Hi. I am a new member and the handsome "guy" in the attached picture is called Mossie. Mossie is a Laughing Dove and is +/- 6 months old. He was removed from his nest by the neighbours cat when he was about 2 or 3 days old. They didn't want to put him back in the nest as they were scared the cat would go back there so I offered to try and rescue it without much experience. I did a lot of reading on the Internet and by the grace of God, Mossie survived. Mossie lives with us (me, hubby, our 2 dogs and 3 cats) in the house, but has free access to the garden during the day as I work from home and can keep an eye on him. When I call his name, he immediately comes inside. He is very attached to us and we love him to bits. 

*Question:*

About a month or so ago Mossie started "mating" with my feet (3 or 4 times a day) and is constantly bowing and cooing at me for hours .  Today he flew into the house with a little twig in his beak and dropped it on the shower panel where he sleeps at night. I feel so sorry for him, because "mommy" doesn't understand what he is trying to tell me. Do you think he sees me / my feet as his "partner" or do you think he has a female partner outside and wants to build a nest for her inside the house? He does socialize with the other birds (lots of doves) in the garden, but he prefers the company of humans. Is there anything I can / must do for him?


----------



## Marina B (May 5, 2011)

He is just adorable. I'm also from South Africa btw. When raised from such a young age, they sometimes become human imprinted. Meaning they will rather socialize with humans instead of their own kind. 
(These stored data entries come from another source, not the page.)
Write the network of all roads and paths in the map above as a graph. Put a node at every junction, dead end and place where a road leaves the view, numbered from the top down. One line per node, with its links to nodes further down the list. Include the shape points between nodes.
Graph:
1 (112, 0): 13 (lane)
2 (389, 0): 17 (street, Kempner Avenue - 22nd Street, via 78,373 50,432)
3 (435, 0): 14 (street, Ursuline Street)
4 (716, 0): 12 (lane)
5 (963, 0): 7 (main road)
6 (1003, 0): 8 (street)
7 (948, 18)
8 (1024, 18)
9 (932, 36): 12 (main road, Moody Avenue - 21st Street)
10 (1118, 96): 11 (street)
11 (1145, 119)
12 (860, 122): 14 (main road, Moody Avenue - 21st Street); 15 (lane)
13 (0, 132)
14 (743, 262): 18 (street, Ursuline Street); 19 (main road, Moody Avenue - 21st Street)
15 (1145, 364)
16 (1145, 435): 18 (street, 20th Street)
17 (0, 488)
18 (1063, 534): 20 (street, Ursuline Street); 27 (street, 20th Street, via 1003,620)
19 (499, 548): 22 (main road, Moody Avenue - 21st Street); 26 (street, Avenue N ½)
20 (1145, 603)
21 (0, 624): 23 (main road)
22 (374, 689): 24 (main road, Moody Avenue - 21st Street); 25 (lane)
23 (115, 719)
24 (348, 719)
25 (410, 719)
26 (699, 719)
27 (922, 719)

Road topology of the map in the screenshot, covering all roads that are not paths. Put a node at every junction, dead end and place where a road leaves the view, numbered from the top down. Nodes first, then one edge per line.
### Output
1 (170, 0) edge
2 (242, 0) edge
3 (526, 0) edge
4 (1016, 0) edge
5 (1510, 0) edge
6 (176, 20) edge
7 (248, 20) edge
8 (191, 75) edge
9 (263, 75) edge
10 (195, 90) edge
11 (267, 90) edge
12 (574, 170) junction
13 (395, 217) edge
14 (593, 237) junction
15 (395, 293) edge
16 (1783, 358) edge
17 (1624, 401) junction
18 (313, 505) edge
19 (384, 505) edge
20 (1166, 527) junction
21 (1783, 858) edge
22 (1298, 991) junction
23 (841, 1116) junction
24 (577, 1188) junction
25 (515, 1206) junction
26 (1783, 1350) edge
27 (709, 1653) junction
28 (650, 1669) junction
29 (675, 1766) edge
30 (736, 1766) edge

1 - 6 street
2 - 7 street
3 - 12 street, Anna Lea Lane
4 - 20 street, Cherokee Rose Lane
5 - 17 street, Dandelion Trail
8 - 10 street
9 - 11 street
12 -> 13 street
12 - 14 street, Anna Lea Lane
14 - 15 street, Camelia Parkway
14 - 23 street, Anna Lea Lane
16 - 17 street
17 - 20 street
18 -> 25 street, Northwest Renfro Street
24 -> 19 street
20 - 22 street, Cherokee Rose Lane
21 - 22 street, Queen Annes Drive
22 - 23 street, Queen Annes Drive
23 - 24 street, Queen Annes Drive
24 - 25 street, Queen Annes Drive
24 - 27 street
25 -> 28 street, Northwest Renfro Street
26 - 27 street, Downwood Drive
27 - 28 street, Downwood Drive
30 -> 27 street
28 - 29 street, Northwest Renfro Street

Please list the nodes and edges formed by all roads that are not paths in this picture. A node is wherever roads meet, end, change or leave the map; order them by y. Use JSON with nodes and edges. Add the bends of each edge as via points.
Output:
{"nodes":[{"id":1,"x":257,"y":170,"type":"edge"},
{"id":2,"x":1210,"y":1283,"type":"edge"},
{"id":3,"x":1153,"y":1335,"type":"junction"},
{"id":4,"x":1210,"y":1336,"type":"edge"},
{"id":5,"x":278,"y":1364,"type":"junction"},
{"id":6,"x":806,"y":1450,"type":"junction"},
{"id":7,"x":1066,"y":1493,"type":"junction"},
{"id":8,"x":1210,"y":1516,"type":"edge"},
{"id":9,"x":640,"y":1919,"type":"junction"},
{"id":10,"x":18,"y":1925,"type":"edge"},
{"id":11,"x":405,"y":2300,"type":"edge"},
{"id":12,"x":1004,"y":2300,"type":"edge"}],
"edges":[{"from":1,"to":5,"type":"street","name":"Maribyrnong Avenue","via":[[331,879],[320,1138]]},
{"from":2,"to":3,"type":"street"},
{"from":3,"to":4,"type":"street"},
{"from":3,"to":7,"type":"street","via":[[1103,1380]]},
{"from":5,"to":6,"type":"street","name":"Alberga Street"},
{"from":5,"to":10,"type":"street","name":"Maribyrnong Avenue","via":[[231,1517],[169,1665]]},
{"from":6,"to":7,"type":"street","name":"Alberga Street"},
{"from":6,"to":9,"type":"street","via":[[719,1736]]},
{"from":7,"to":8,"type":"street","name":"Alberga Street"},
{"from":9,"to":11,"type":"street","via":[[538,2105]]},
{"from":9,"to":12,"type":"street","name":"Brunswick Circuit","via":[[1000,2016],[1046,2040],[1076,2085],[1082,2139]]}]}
I've raised rock pigeons from a young age, and 2 of them remained imprinted on me for years. They also mated with my hands. Then I started getting more pigeons (adult handicapped pigeons that were unreleasable). Those ones formed couples and mating took place. Eventually my 2 also bonded with females. That was quite a relief.

You can either provide him with a nest where he sleeps at night, or put one up outside in a safe spot in a tree. Those small reed baskets will work perfectly. He will probably spend time in his nest calling for a female. If this is outside, other females will be interested in him and he might lose interest in you.

How do you keep him safe from your cats?


----------